No campo investigativo da Psicologia da Tecelagem, o modo como o sujeito se vê no passado é de muita importância, mas o modo como o sujeito se vê no presente é ainda mais importante, pois é o olhar do sujeito do presente que poderá transformar (ressignificar) o sujeito do passado. A projeção do olhar para o futuro também é muito importante, pois diz muito sobre quem é o sujeito do presente.

As perguntas: Quem é você? Quem foi você? E Quem será você? São as perguntas mestras. Diante cada nova situação, sendo que cada encontro entre terapeuta e paciente é uma nova situação, o sujeito é convidado a responder essas perguntas. O objetivo é equilibrar o seu eu interior, humanizando o sujeito. Quanto mais humano for o eu interior do indivíduo, mais ele será equilibrado psiquicamente falando.


 [u1]Ao adentrar o campo da psicologia em um tom filosófico não estamos anulando o caminho científico que esta abordagem pretende percorrer. Mas a necessidade de se identificar também como abordagem filosófica deve-se ao fato de não termos ainda instrumentos científicos que possam validar ou desvalidar o tom metafórico dessa nova abordagem psicológica. Pois o psiquismo e seu funcionamento é algo que ainda está em caminho de investigação. E a Psicologia da Tecelagem pretende ajudar também nessa questão.

 [u2]Mesmo que metafórico, o sentido de tecer indica um resumo sobre o complexo processo que o ser humano vive nas dimensões internas e externa. As relações que cada indivíduo vive consigo e com o outro vai formando um todo formado por experiências que são submetidas à vida psíquica de modo geral. E esta tem sua dinâmica de funcionamento. Essa dinâmica pode ser peculiar em cada indivíduo, mas acreditamos em um mapa de funcionamento, como vem sendo proposto pelas neurociências.

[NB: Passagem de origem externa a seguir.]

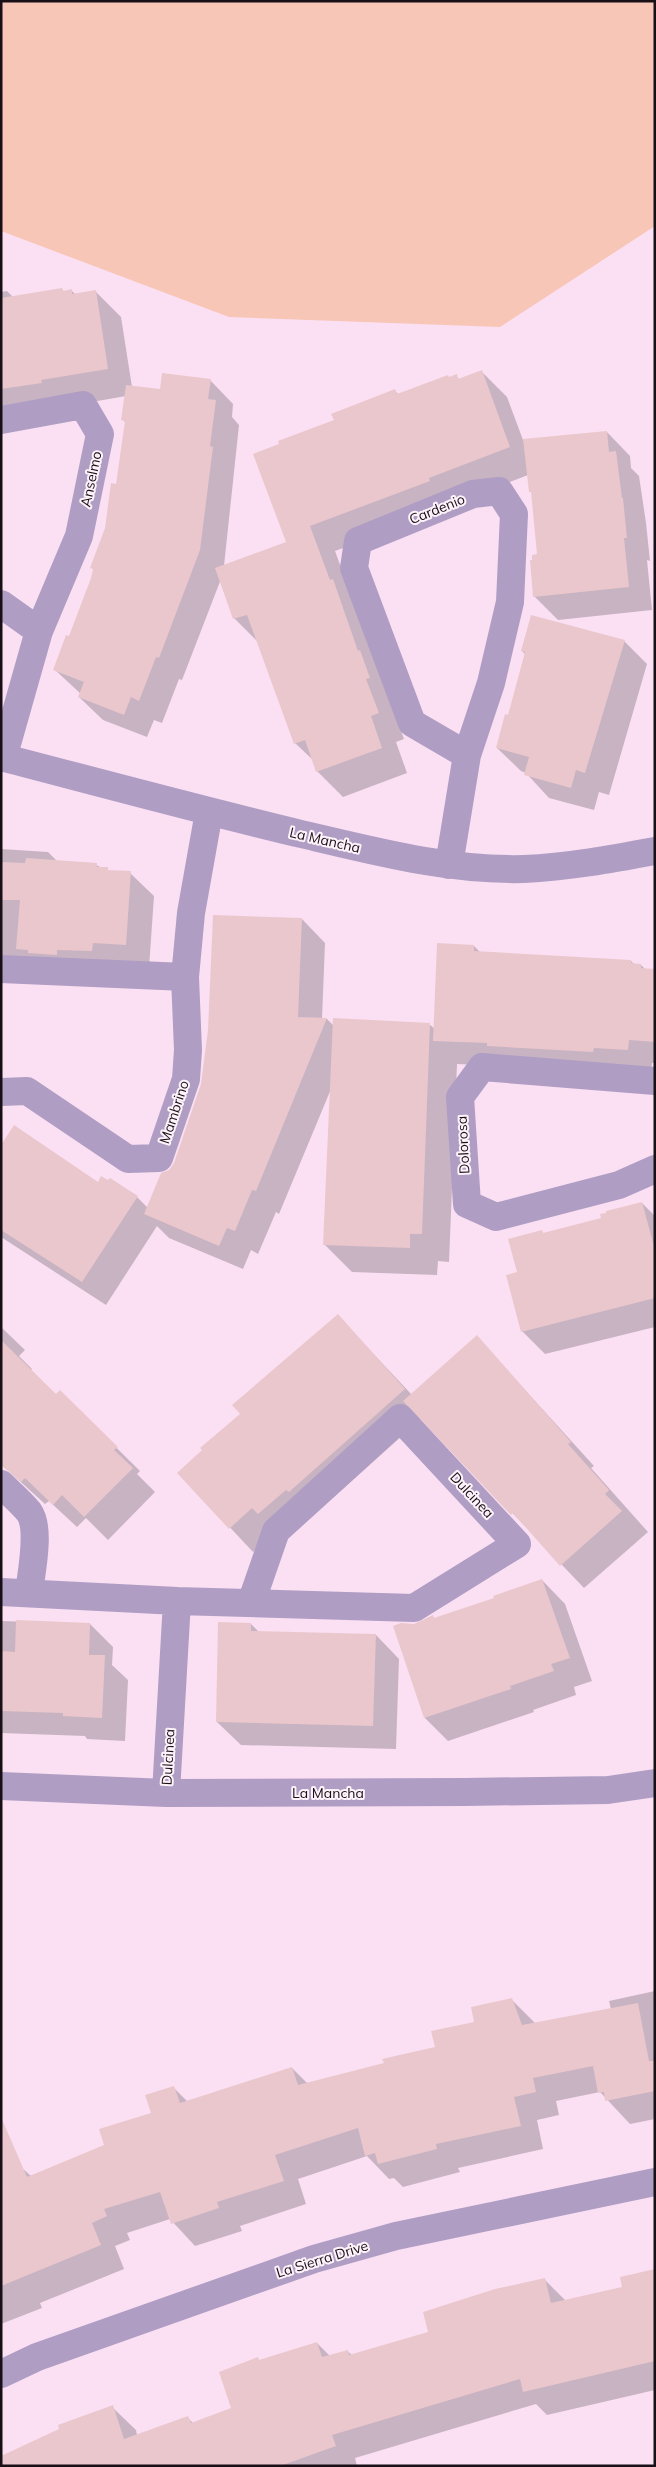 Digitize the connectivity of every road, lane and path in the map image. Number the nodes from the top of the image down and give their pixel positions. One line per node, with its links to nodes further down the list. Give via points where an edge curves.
1 (1, 420): 3 (street, Anselmo, via 83,405 100,434 79,536)
2 (1, 604): 3 (street)
3 (39, 631): 5 (street, Anselmo)
4 (467, 755): 4 (street, Cardenio, via 412,723 354,568 358,541 473,494 499,490 514,514 510,602 491,683); 8 (street, Cardenio)
5 (2, 758): 6 (street, La Mancha)
6 (209, 812): 8 (street, La Mancha, via 388,855); 10 (street, Mambrino, via 191,913)
7 (655, 850): 8 (street, La Mancha, via 594,862 523,869)
8 (449, 865)
9 (1, 969): 10 (street)
10 (185, 977): 12 (street, Mambrino, via 186,1079 159,1158 128,1159 26,1092)
11 (655, 1081): 13 (street, Dolorosa, via 482,1067 460,1097 467,1204 496,1217 620,1185)
12 (1, 1092)
13 (655, 1168)
14 (1, 1484): 16 (street, via 29,1513 34,1523)
15 (1, 1592): 16 (street, Dulcinea)
16 (29, 1593): 17 (street, Dulcinea)
17 (177, 1601): 18 (street, Dulcinea); 21 (street, Dulcinea)
18 (251, 1603): 18 (street, Dulcinea, via 276,1531 400,1418 517,1544 414,1608)
19 (655, 1783): 21 (street, La Mancha, via 598,1790)
20 (1, 1786): 21 (street, La Mancha)
21 (166, 1793)
22 (655, 2182): 23 (street, La Sierra Drive, via 396,2236 314,2259 37,2358)
23 (1, 2374)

 [u3]Ter a palavra como instrumento de tratar o outro, ou seja, a palavra do outro como meio para tratá-lo é uma forma complexa de tratamento, pois falamos não somente pela boca, mas com o corpo (nossas reações e ações). A palavra é reveladora. E segui-la é desafiador. A Psicanálise é um aparato nesta questão, mas a Psicologia da Tecelagem propõe o ampliamento do espaço temporal de análise e propõe o uso da voluntariedade (do consciente) como meio de análise. O seja, o paciente pode tecer conscientemente, mas o inconsciente poderá ser capitado pelo terapeuta da Psicologia da Tecelagem. Isso sem desvalidar as intenções conscientes em sua totalidade.

 [u4]Quando falamos em ajustes, não significa seguir um padrão comum de ser ou comportar-se. Significa trazer ao paciente um estado de bem-estar consigo, com os outros e com o mundo. Contudo, quando o falamos em ajustes estamos falando em equilíbrio humano e isso leva em questão a cultura do indivíduo. Identificar os desajustes é uma ação conjunta (terapeuta e paciente), mas as resoluções dos desajustes é um caminho onde os passos são dados pelo paciente. O terapeuta é apenas um suporte. Porém o terapeuta não é neutro, pois usa recursos próprios desta abordagem (Perguntas Norteadoras, Perguntas Mestras, devolutivas e metas [as metas é uma ação tomada principalmente pelo paciente, mas dependendo do caso o terapeuta poderá dirigir esse momento pelo tempo necessário]) para ajudar o paciente.